EXERCISE GOAL:
Everything in the entries below must be output exactly, apart from the pictures.
+++ EXERCISE INPUTS +++
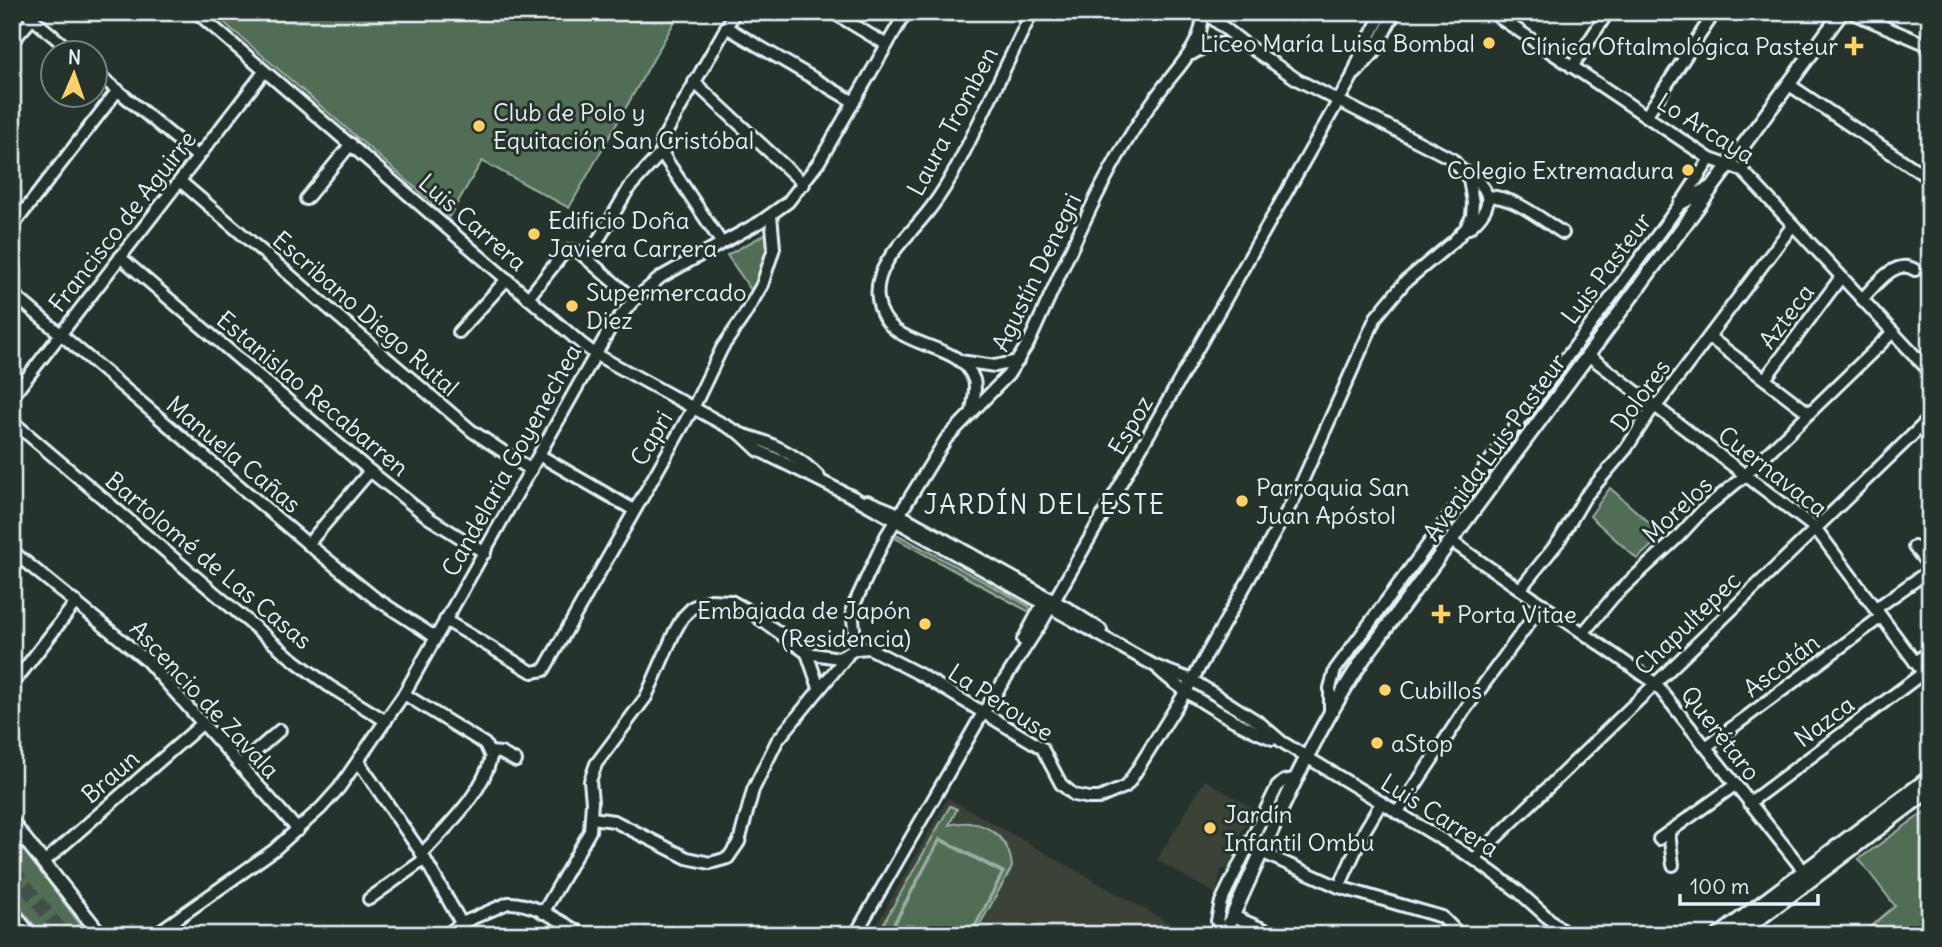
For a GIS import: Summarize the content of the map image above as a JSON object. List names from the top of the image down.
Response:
{
  "streets": {
    "main road": ["Avenida Luis Pasteur"],
    "street": [
      "Laura Tromben",
      "Lo Arcaya",
      "Francisco de Aguirre",
      "Luis Carrera",
      "Luis Pasteur",
      "Agustín Denegri",
      "Escribano Diego Rutal",
      "Azteca",
      "Estanislao Recabarren",
      "Dolores",
      "Espoz",
      "Capri",
      "Manuela Cañas",
      "Candelaria Goyenechea",
      "Cuernavaca",
      "Morelos",
      "Bartolomé de Las Casas",
      "Chapultepec",
      "Ascotán",
      "Ascencio de Zavala",
      "La Perouse",
      "Nazca",
      "Querétaro",
      "Braun"
    ]
  },
  "crossings": [
    ["Laura Tromben", "Agustín Denegri"],
    ["Lo Arcaya", "Luis Pasteur"],
    ["Lo Arcaya", "Azteca"],
    ["Lo Arcaya", "Dolores"],
    ["Lo Arcaya", "Avenida Luis Pasteur"],
    ["Lo Arcaya", "Morelos"],
    ["Francisco de Aguirre", "Luis Carrera"],
    ["Francisco de Aguirre", "Escribano Diego Rutal"],
    ["Francisco de Aguirre", "Estanislao Recabarren"],
    ["Francisco de Aguirre", "Manuela Cañas"],
    ["Luis Carrera", "Agustín Denegri"],
    ["Luis Carrera", "Espoz"],
    ["Luis Carrera", "Capri"],
    ["Luis Carrera", "Avenida Luis Pasteur"],
    ["Luis Carrera", "Candelaria Goyenechea"],
    ["Luis Carrera", "Chapultepec"],
    ["Luis Carrera", "La Perouse"],
    ["Luis Pasteur", "Avenida Luis Pasteur"],
    ["Agustín Denegri", "La Perouse"],
    ["Escribano Diego Rutal", "Candelaria Goyenechea"],
    ["Estanislao Recabarren", "Candelaria Goyenechea"],
    ["Dolores", "Cuernavaca"],
    ["Dolores", "Querétaro"],
    ["Espoz", "La Perouse"],
    ["Capri", "Candelaria Goyenechea"],
    ["Avenida Luis Pasteur", "Cuernavaca"],
    ["Avenida Luis Pasteur", "Querétaro"],
    ["Manuela Cañas", "Candelaria Goyenechea"],
    ["Candelaria Goyenechea", "Bartolomé de Las Casas"],
    ["Candelaria Goyenechea", "Ascencio de Zavala"],
    ["Cuernavaca", "Morelos"],
    ["Cuernavaca", "Chapultepec"],
    ["Cuernavaca", "Ascotán"],
    ["Cuernavaca", "Nazca"],
    ["Morelos", "Querétaro"],
    ["Chapultepec", "Querétaro"],
    ["Ascotán", "Querétaro"],
    ["Ascencio de Zavala", "Braun"],
    ["Nazca", "Querétaro"]
  ],
  "districts": ["JARDÍN DEL ESTE"],
  "places": {
    "other": [
      "Liceo María Luisa Bombal",
      "Club de Polo y Equitación San Cristóbal",
      "Colegio Extremadura",
      "Edificio Doña Javiera Carrera",
      "Supermercado Diez",
      "Parroquia San Juan Apóstol",
      "Embajada de Japón (Residencia)",
      "Cubillos",
      "aStop",
      "Jardín Infantil Ombu"
    ],
    "health": ["Clínica Oftalmológica Pasteur", "Porta Vitae"]
  },
  "scale_bar": "100 m",
  "north": "top"
}
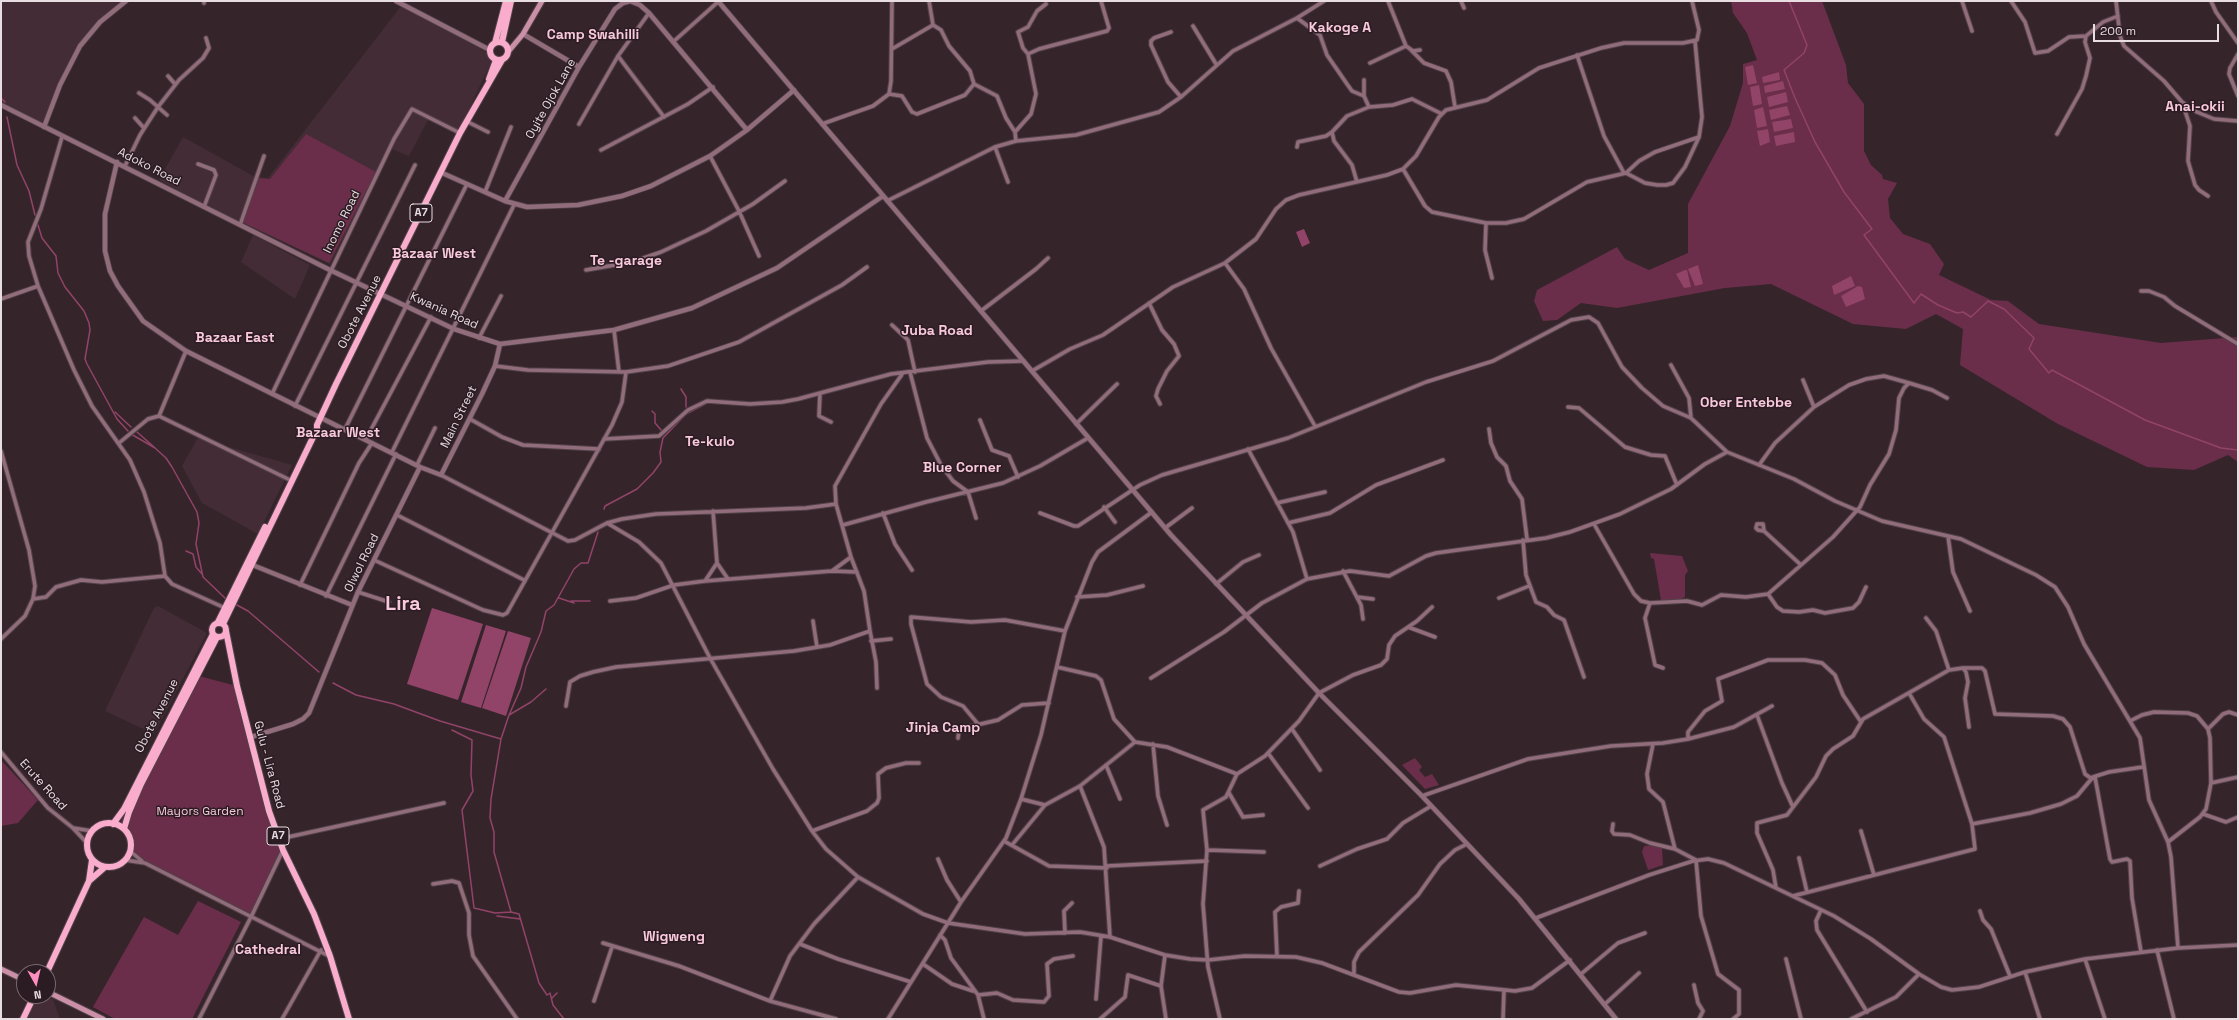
+++
WRITTEN ANSWER:
For a GIS import: Summarize the content of the map image above as a JSON object. List names from the top of the image down.
Response:
{
  "streets": {
    "main road": ["Avenida Luis Pasteur"],
    "street": [
      "Laura Tromben",
      "Lo Arcaya",
      "Francisco de Aguirre",
      "Luis Carrera",
      "Luis Pasteur",
      "Agustín Denegri",
      "Escribano Diego Rutal",
      "Azteca",
      "Estanislao Recabarren",
      "Dolores",
      "Espoz",
      "Capri",
      "Manuela Cañas",
      "Candelaria Goyenechea",
      "Cuernavaca",
      "Morelos",
      "Bartolomé de Las Casas",
      "Chapultepec",
      "Ascotán",
      "Ascencio de Zavala",
      "La Perouse",
      "Nazca",
      "Querétaro",
      "Braun"
    ]
  },
  "crossings": [
    ["Laura Tromben", "Agustín Denegri"],
    ["Lo Arcaya", "Luis Pasteur"],
    ["Lo Arcaya", "Azteca"],
    ["Lo Arcaya", "Dolores"],
    ["Lo Arcaya", "Avenida Luis Pasteur"],
    ["Lo Arcaya", "Morelos"],
    ["Francisco de Aguirre", "Luis Carrera"],
    ["Francisco de Aguirre", "Escribano Diego Rutal"],
    ["Francisco de Aguirre", "Estanislao Recabarren"],
    ["Francisco de Aguirre", "Manuela Cañas"],
    ["Luis Carrera", "Agustín Denegri"],
    ["Luis Carrera", "Espoz"],
    ["Luis Carrera", "Capri"],
    ["Luis Carrera", "Avenida Luis Pasteur"],
    ["Luis Carrera", "Candelaria Goyenechea"],
    ["Luis Carrera", "Chapultepec"],
    ["Luis Carrera", "La Perouse"],
    ["Luis Pasteur", "Avenida Luis Pasteur"],
    ["Agustín Denegri", "La Perouse"],
    ["Escribano Diego Rutal", "Candelaria Goyenechea"],
    ["Estanislao Recabarren", "Candelaria Goyenechea"],
    ["Dolores", "Cuernavaca"],
    ["Dolores", "Querétaro"],
    ["Espoz", "La Perouse"],
    ["Capri", "Candelaria Goyenechea"],
    ["Avenida Luis Pasteur", "Cuernavaca"],
    ["Avenida Luis Pasteur", "Querétaro"],
    ["Manuela Cañas", "Candelaria Goyenechea"],
    ["Candelaria Goyenechea", "Bartolomé de Las Casas"],
    ["Candelaria Goyenechea", "Ascencio de Zavala"],
    ["Cuernavaca", "Morelos"],
    ["Cuernavaca", "Chapultepec"],
    ["Cuernavaca", "Ascotán"],
    ["Cuernavaca", "Nazca"],
    ["Morelos", "Querétaro"],
    ["Chapultepec", "Querétaro"],
    ["Ascotán", "Querétaro"],
    ["Ascencio de Zavala", "Braun"],
    ["Nazca", "Querétaro"]
  ],
  "districts": ["JARDÍN DEL ESTE"],
  "places": {
    "other": [
      "Liceo María Luisa Bombal",
      "Club de Polo y Equitación San Cristóbal",
      "Colegio Extremadura",
      "Edificio Doña Javiera Carrera",
      "Supermercado Diez",
      "Parroquia San Juan Apóstol",
      "Embajada de Japón (Residencia)",
      "Cubillos",
      "aStop",
      "Jardín Infantil Ombu"
    ],
    "health": ["Clínica Oftalmológica Pasteur", "Porta Vitae"]
  },
  "scale_bar": "100 m",
  "north": "top"
}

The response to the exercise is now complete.